The Vermont and Arizona gubernatorial primaries are on the same day, August 26. If Brock runs for Governor and wins the primary, you might think that Johnston would cash her last Riggs check and slide into a top job with Brock. From what I’ve heard, that’s not the case. Apparently, even Brock has realized that Johnston is expensive political poison.
So I do feel a little sorry for her. She loves politics, and her employment options are drying up like a puddle in the desert sun.
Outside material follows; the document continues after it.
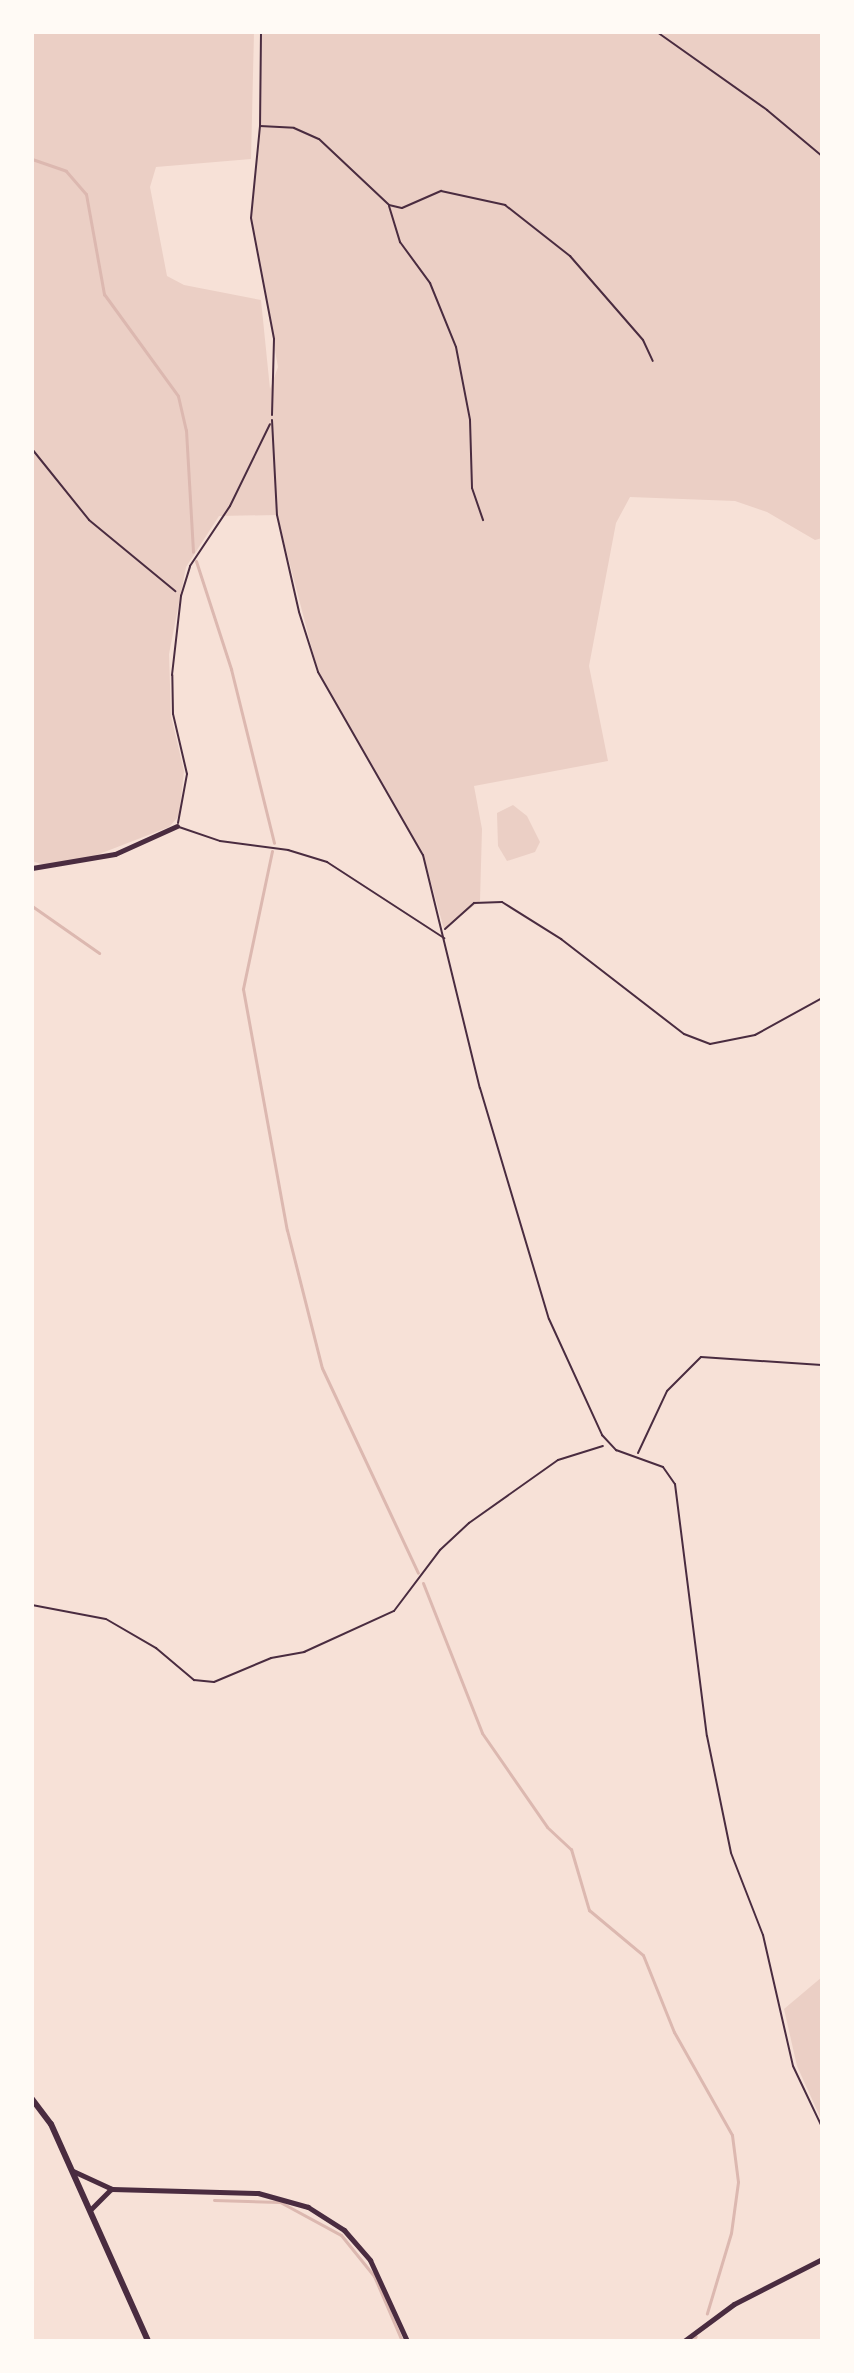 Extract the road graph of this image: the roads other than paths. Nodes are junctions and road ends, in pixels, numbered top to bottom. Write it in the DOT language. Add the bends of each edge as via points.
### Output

But I don’t feel too sorry. She’s had chance after chance after chance. Republicans do this all the time: recycling the same failed operatives over and over again, with no regard for their treasured free-market principles. In the marketplace of ideas, Darcie Johnston is a failure. She’s got no one to blame but herself if she’s forced to find a job in the “real world.”
The only injustice is that there are so many other failures who keep on getting more chances to fail.
for her victims and any R who wants to win an election in VT.
Don’t despise the woman just think skills need to be channelled differently.
Don’t cry my friend, cluttered out of state Republican gubernatorial primaries may be her favorite turf.
In 2009 Johnson’s consulting business ran an event that caused a bit of hubbubbery among Maine’s Republican gubernatorial primary candidates. The problems were fees that Johnson’s company was charging for running an event. One “division” of her company was representing one of the candidates and a separate “division” running the event .Two quotes below are from candidates that had a big problem with this.
https://pinetreepolitics.bango…
… I suspect that Johnston gets harsher treatment than her fellow conservative losers of the male variety. Tayt Brooks, Rob Roper, Jim Barnett, Corry Bliss… they can lose as badly, and as often, as Johnston, but they keep on getting gigs. From Paul Heintz’ Johnston profile:
True enough. But you could say the same stuff about Brooks et al.
Really, all of them deserve Johnston’s apparent fate. But the boys never seem to get kicked out of the treehouse.